Por eso la locura da tanto miedo. Súbitamente, quien era, ya no es. Y la vida está tan basada en las expectativas que tenemos del comportamiento propio y ajeno, de la manera cómo la naturaleza se comporta, y cada día es seguido por una noche y luego viene un nuevo día, que cuando algo rompe esa rutina esperada, el cuerpo y la mente se ponen en alerta, porque lo que ha aparecido es el miedo.

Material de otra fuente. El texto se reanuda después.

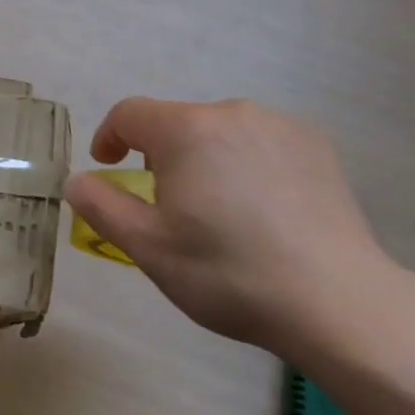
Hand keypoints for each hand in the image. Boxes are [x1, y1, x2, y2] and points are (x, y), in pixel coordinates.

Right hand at [64, 99, 402, 358]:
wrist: (339, 303)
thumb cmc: (230, 273)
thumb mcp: (149, 249)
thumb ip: (101, 206)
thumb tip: (76, 179)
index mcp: (184, 130)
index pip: (129, 114)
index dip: (110, 136)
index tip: (109, 166)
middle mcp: (229, 112)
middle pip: (177, 123)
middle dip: (163, 156)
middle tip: (172, 208)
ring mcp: (277, 124)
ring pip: (220, 132)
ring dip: (207, 159)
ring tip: (223, 213)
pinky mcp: (315, 143)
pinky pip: (261, 141)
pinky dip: (249, 163)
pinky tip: (266, 210)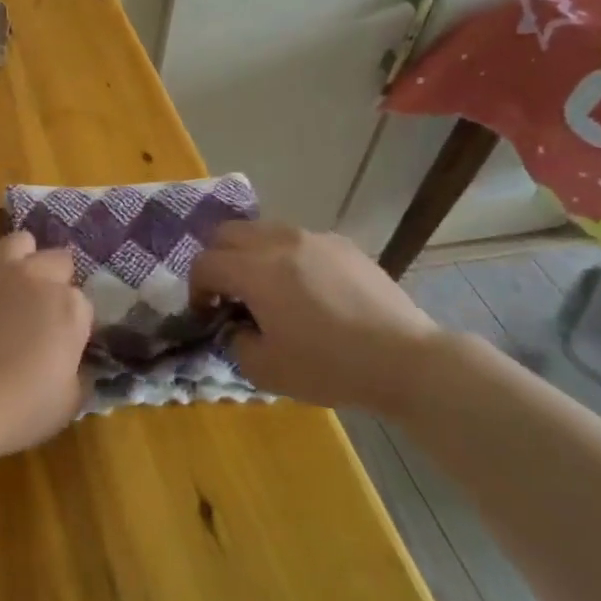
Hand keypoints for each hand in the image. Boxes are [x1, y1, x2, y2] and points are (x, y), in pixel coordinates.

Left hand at [0, 231, 92, 463]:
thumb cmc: (16, 409)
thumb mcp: (68, 403)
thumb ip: (79, 373)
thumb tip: (76, 364)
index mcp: (69, 306)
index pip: (83, 303)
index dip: (74, 323)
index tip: (63, 344)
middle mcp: (36, 275)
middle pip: (57, 260)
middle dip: (54, 280)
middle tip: (39, 311)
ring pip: (19, 242)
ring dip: (21, 260)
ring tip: (9, 286)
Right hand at [191, 222, 441, 416]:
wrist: (404, 359)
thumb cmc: (329, 366)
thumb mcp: (265, 370)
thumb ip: (235, 343)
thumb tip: (236, 327)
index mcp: (255, 270)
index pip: (205, 263)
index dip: (196, 289)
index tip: (207, 314)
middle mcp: (279, 242)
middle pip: (227, 233)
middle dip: (217, 260)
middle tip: (228, 294)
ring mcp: (314, 238)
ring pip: (263, 230)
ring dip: (251, 254)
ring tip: (267, 288)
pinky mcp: (342, 244)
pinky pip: (298, 239)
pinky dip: (286, 256)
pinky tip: (306, 289)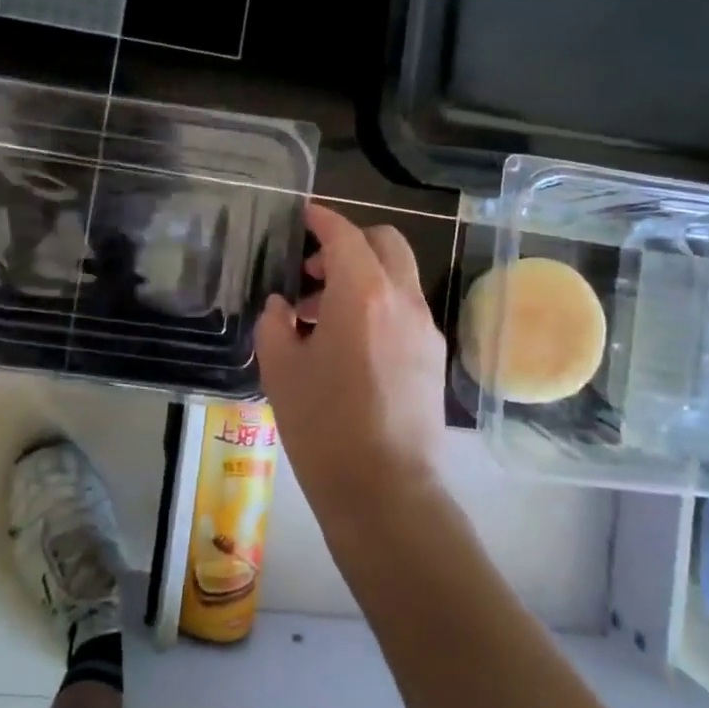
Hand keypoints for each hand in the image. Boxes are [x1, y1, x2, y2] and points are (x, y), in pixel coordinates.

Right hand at [255, 202, 446, 544]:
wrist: (386, 491)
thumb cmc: (324, 426)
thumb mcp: (280, 370)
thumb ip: (275, 324)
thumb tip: (283, 307)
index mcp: (362, 294)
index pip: (345, 235)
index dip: (322, 219)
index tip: (303, 216)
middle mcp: (401, 300)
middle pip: (385, 243)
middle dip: (350, 242)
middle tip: (313, 269)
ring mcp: (424, 328)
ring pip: (397, 276)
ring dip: (362, 276)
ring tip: (320, 315)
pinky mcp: (433, 356)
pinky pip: (404, 309)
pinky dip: (378, 304)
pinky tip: (349, 344)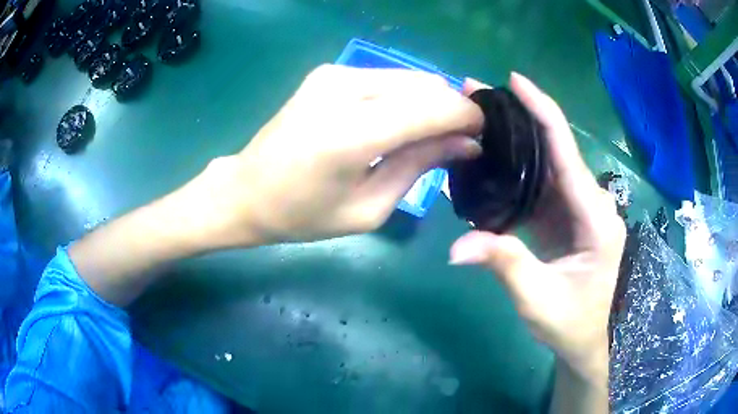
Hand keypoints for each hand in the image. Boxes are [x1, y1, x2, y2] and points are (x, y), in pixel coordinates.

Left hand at [190, 64, 483, 246]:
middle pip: (425, 85)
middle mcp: (344, 88)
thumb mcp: (369, 208)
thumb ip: (419, 166)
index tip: (483, 135)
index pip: (433, 107)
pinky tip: (403, 122)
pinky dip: (406, 97)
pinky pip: (386, 78)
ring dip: (431, 102)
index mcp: (352, 133)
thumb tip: (465, 143)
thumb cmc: (303, 215)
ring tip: (434, 134)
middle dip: (452, 109)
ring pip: (409, 77)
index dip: (467, 117)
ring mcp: (334, 73)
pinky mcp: (329, 72)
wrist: (247, 190)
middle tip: (460, 140)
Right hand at [449, 73, 625, 381]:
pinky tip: (492, 159)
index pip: (567, 153)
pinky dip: (516, 169)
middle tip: (477, 97)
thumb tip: (455, 248)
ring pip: (547, 164)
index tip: (514, 80)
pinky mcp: (565, 218)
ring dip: (515, 141)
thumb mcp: (538, 299)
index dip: (542, 111)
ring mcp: (578, 210)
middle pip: (556, 150)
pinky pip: (541, 185)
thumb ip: (505, 266)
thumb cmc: (570, 324)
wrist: (583, 341)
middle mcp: (591, 204)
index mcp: (596, 218)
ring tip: (479, 120)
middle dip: (520, 118)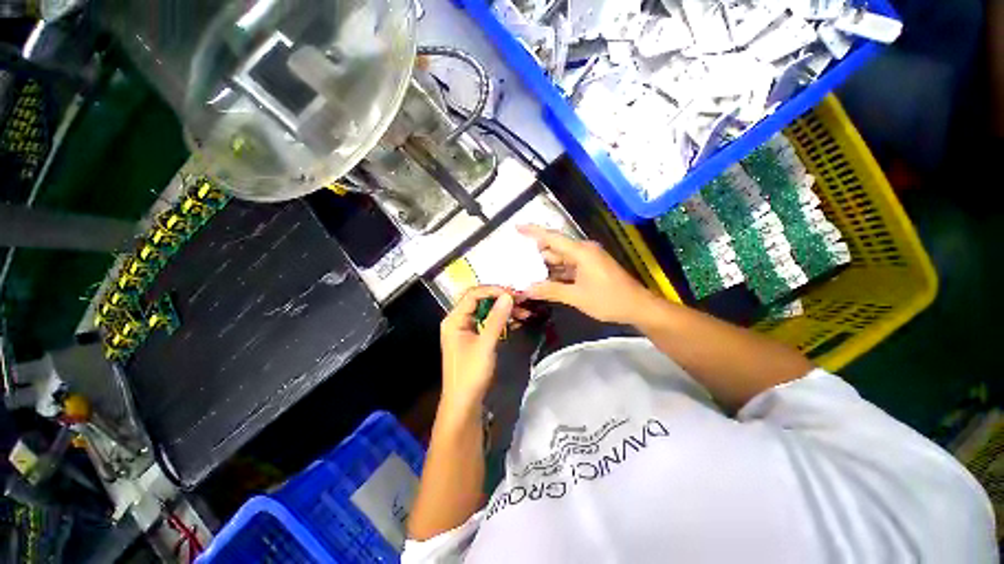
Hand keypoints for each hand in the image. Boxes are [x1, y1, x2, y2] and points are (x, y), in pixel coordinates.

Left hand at [439, 286, 514, 421]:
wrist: (464, 404)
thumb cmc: (471, 374)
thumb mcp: (485, 344)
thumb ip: (496, 319)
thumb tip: (508, 296)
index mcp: (454, 319)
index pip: (473, 294)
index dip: (493, 290)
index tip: (513, 294)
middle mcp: (458, 320)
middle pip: (480, 301)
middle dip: (500, 299)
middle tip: (521, 301)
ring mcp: (466, 330)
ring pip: (486, 312)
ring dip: (503, 310)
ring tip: (523, 312)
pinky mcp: (474, 338)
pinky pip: (488, 323)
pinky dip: (501, 321)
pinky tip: (516, 322)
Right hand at [518, 225, 656, 324]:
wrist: (638, 307)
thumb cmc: (608, 300)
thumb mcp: (576, 297)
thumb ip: (550, 291)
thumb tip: (527, 289)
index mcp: (581, 252)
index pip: (552, 238)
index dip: (533, 232)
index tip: (517, 227)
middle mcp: (583, 251)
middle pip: (554, 248)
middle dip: (536, 254)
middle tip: (516, 260)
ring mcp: (588, 259)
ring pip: (561, 259)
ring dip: (545, 266)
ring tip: (525, 272)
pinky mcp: (590, 268)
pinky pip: (568, 267)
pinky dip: (556, 273)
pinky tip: (544, 280)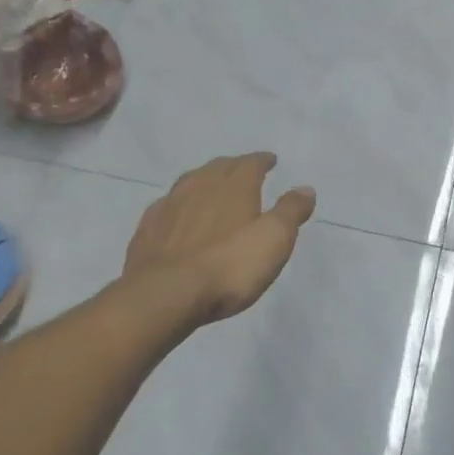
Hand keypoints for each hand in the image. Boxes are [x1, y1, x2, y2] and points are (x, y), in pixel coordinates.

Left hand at [124, 153, 315, 325]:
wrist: (165, 294)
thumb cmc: (229, 265)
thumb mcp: (274, 239)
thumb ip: (291, 211)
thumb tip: (306, 188)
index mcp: (234, 186)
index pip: (250, 163)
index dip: (262, 160)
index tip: (270, 160)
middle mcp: (200, 186)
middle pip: (218, 167)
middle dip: (233, 166)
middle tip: (242, 170)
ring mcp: (169, 206)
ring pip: (189, 183)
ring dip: (203, 181)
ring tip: (211, 187)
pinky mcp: (147, 230)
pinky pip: (166, 206)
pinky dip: (178, 205)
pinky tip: (177, 214)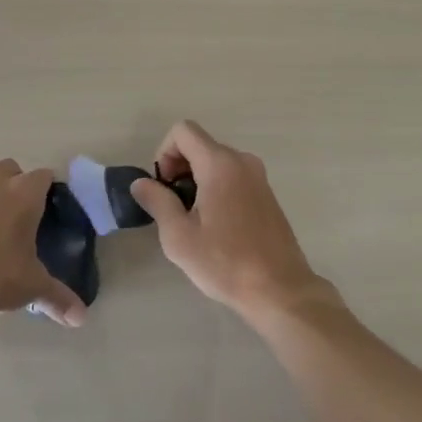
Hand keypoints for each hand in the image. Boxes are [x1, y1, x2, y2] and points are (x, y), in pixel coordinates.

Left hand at [0, 160, 87, 328]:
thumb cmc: (1, 273)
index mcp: (24, 194)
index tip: (53, 205)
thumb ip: (58, 298)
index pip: (43, 176)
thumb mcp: (34, 285)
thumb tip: (79, 318)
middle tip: (26, 210)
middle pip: (9, 169)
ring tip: (0, 227)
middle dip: (17, 181)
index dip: (49, 188)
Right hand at [131, 120, 335, 322]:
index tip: (164, 188)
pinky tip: (217, 226)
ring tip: (194, 220)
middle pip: (199, 145)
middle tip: (174, 208)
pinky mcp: (267, 194)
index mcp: (220, 164)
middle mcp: (242, 161)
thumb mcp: (179, 236)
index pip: (183, 131)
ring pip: (216, 161)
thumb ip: (157, 201)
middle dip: (178, 168)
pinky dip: (216, 188)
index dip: (164, 153)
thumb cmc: (225, 263)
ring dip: (196, 180)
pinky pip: (232, 176)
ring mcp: (258, 176)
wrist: (280, 290)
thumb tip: (141, 183)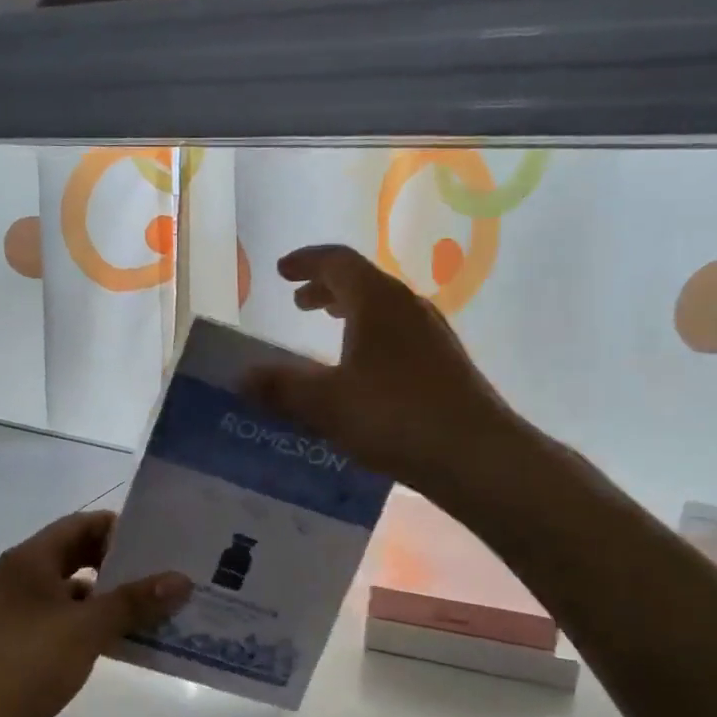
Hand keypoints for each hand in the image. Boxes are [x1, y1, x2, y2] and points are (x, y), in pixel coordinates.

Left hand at [0, 511, 191, 716]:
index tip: (156, 542)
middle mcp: (24, 575)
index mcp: (31, 559)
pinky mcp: (27, 638)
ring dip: (110, 594)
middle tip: (161, 571)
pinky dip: (96, 620)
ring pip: (75, 588)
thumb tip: (182, 579)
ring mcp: (23, 608)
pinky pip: (69, 616)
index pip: (81, 524)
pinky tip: (126, 635)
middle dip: (119, 563)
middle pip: (78, 554)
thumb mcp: (88, 627)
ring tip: (154, 603)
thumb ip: (135, 600)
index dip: (118, 529)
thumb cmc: (30, 662)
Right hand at [242, 244, 512, 493]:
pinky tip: (362, 374)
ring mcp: (432, 335)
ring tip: (328, 331)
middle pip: (362, 283)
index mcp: (377, 301)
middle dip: (326, 289)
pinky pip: (398, 336)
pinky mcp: (444, 364)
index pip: (337, 261)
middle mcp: (408, 307)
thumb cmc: (395, 416)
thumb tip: (240, 377)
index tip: (281, 271)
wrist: (475, 455)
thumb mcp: (326, 403)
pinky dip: (370, 339)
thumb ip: (281, 387)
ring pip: (382, 310)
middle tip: (299, 303)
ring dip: (350, 314)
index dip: (306, 262)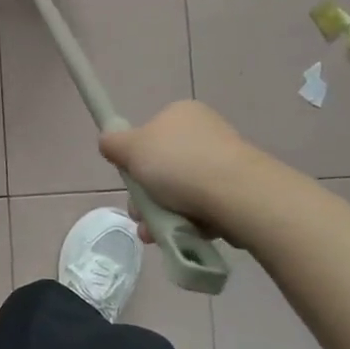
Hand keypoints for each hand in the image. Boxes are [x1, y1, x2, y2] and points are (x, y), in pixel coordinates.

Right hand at [98, 100, 261, 231]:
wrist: (237, 195)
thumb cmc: (178, 164)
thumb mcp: (131, 149)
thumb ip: (113, 143)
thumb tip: (108, 142)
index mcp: (181, 113)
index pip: (150, 135)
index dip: (136, 161)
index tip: (130, 183)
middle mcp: (205, 131)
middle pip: (164, 166)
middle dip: (148, 195)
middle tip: (140, 215)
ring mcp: (225, 161)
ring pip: (182, 191)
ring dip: (164, 213)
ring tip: (156, 234)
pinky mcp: (240, 190)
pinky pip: (205, 206)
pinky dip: (191, 222)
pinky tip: (183, 235)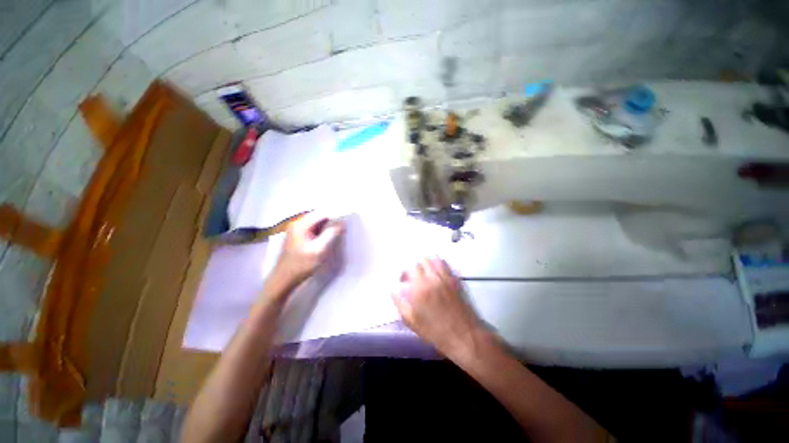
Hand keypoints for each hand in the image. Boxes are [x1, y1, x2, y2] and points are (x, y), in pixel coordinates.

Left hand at [273, 212, 344, 285]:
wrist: (284, 279)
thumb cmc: (301, 265)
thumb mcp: (319, 250)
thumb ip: (331, 234)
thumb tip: (342, 223)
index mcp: (301, 224)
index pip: (322, 212)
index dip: (335, 214)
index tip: (346, 220)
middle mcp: (297, 223)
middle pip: (319, 215)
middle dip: (332, 219)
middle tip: (343, 227)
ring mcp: (296, 229)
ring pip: (317, 222)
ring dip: (328, 225)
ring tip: (338, 231)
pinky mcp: (298, 236)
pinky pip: (313, 228)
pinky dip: (322, 230)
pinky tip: (328, 237)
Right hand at [392, 258, 482, 356]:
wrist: (463, 335)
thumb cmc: (435, 331)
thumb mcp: (411, 321)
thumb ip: (399, 302)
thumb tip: (393, 289)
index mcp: (419, 288)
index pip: (409, 268)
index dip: (404, 272)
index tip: (403, 281)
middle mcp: (432, 278)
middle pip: (421, 261)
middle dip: (415, 267)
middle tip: (413, 277)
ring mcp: (445, 277)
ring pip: (433, 259)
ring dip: (426, 264)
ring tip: (425, 273)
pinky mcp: (455, 279)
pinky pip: (445, 264)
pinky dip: (438, 264)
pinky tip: (436, 273)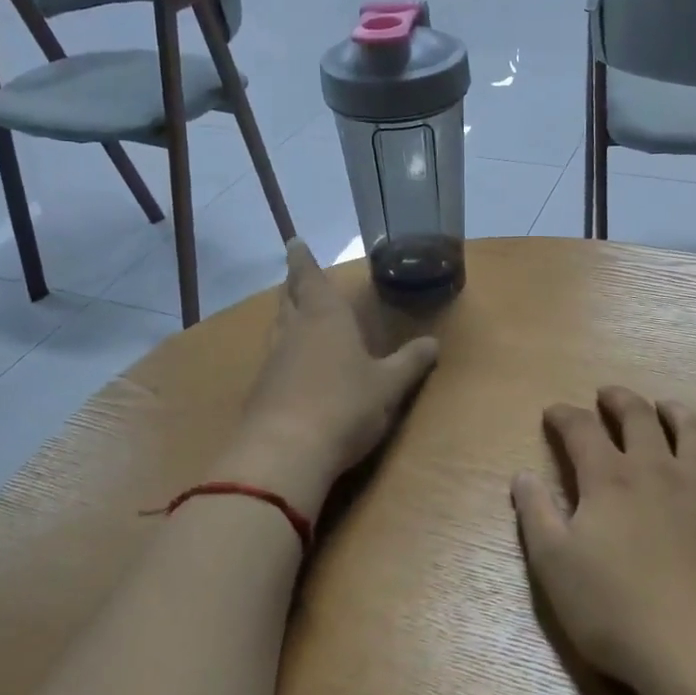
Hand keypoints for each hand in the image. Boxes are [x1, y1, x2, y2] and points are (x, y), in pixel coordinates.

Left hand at [218, 241, 438, 521]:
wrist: (285, 452)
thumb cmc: (344, 405)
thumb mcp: (388, 385)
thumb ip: (410, 362)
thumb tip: (433, 343)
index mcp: (325, 318)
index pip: (311, 278)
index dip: (303, 260)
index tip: (294, 242)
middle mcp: (294, 332)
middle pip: (290, 300)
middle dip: (295, 286)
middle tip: (297, 276)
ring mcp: (273, 361)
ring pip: (279, 328)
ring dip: (287, 317)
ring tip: (296, 313)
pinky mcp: (262, 391)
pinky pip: (274, 359)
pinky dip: (284, 352)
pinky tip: (292, 365)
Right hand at [512, 387, 695, 694]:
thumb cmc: (619, 614)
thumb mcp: (555, 568)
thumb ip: (536, 515)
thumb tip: (522, 476)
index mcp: (610, 480)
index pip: (581, 430)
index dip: (564, 416)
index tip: (554, 412)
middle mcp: (659, 471)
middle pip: (639, 417)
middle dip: (620, 400)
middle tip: (608, 395)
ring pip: (695, 432)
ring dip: (676, 412)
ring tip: (666, 407)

El miedo se asocia al peligro. Tenemos miedo a los ladrones, por ejemplo. Pero nos cuesta reconocer el miedo que tenemos de nosotros mismos. Hemos armado esta persona lentamente desde la infancia y cualquier ruptura de esa identidad es un golpe al equilibrio básico que necesitamos. Lo que olvidamos o nos cuesta aceptar es que el miedo es también una defensa básica ante la vida, y es parte fundamental de la salud mental y del equilibrio de la personalidad. Debiera ser un amigo protector, pero a la vez cauteloso. Aun así, el miedo ha aumentado. Los espacios permitidos para el dolor son cada vez más pequeños, las familias están más disgregadas y el tiempo para los otros es cada vez menor. La soledad hace que el miedo sea un enemigo verdadero, que impide la originalidad.
Está tan definida la “normalidad”, está tan castigada la locura sana, que a veces parecemos un ejército donde hay que marchar más que caminar a nuestro propio ritmo. Hay autores que relacionan la soledad de la vida actual a la dificultad de ser distinto y compartir esas diferencias.
Es cierto también que en la soledad de la vida moderna es apaciguador encontrar personas que se nos parezcan. Pero la gracia de vivir en comunidad es combinar la sensación de pertenencia con la capacidad de gozar las diferencias. Se aprende de lo ajeno cuando escuchamos con mente abierta y no dejamos que el miedo domine nuestras relaciones y nuestro propio ser. Si la soledad es el mal de los tiempos, entonces abramos espacios de aceptación y tolerancia, y así disminuiremos el miedo.